Sunday, April 6, 2008

News Aricle #2


The famous writer J. D. Salinger is dead

Killed by a drunk driver in southern France, police are still searching for well-known alcoholic.

By Eric Å IB07a

The famous writer J. D. Salinger, 89, is dead. He was killed in car accident in Provence, southern France, yesterday morning. He sat on a café eating breakfast, when suddenly a car came in high speed and hit him where he was sitting, and threw him across the street. Several eyewitnesses say that the driver escaped in his red, rusty king-cab, and a massive police operation is organized to catch the perpetrator, who is believed to be a by the police well-known alcoholic.

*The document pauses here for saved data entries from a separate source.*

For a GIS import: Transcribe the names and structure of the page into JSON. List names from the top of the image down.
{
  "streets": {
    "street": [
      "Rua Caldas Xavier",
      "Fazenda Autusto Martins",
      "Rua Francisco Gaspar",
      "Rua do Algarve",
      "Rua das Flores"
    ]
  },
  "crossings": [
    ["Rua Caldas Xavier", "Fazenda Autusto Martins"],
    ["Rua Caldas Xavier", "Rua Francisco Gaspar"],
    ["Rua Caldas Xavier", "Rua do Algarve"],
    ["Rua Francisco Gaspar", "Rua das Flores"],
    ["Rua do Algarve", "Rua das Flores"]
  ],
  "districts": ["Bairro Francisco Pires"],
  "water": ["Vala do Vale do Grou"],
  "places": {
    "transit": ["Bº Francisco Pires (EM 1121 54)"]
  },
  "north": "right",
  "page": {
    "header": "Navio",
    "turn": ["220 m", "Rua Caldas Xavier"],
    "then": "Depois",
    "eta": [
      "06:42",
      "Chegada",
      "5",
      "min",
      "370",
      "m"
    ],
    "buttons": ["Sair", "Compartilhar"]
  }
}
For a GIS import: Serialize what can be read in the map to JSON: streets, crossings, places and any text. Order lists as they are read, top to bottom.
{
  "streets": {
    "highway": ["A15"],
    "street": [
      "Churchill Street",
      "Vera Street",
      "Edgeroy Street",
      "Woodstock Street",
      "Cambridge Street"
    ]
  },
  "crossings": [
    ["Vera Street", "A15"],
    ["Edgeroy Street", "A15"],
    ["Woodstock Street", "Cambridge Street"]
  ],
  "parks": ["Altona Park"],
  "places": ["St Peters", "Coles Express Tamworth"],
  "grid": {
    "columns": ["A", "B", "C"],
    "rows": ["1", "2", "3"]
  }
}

The death of Salinger has resulted in worldwide protests, only in New York City, approximate 10.000 persons has been on the streets, protesting against the drunken drivers that every day kills a lot of people, and the police inability to stop it. In many cities worldwide, voices are raised demanding a Nobel Prize for Salinger.

Salinger became worldwide famous when he in 1951 wrote The Catcher in the Rye, the story about 16 year old Holden Caulfield, who gets expelled from his school “Pencey Prep”. Then, he goes to New York for a few days, were he continues his struggle against materialism and the phony adults.

On the autumn of his life, Salinger lived in southern Germany, just outside München, were he was engaged with gardening, in which he was interested. Every spring, he went on a bus trip to Holland to see tulips. One of his other major interests was going to the horse-racing. Every Sunday he went to the horse-racing track to play. He seldom won anything, but as he used to say:”It’s not to win money that is the point with going to the horse track, but to see your friends loose all of theirs”.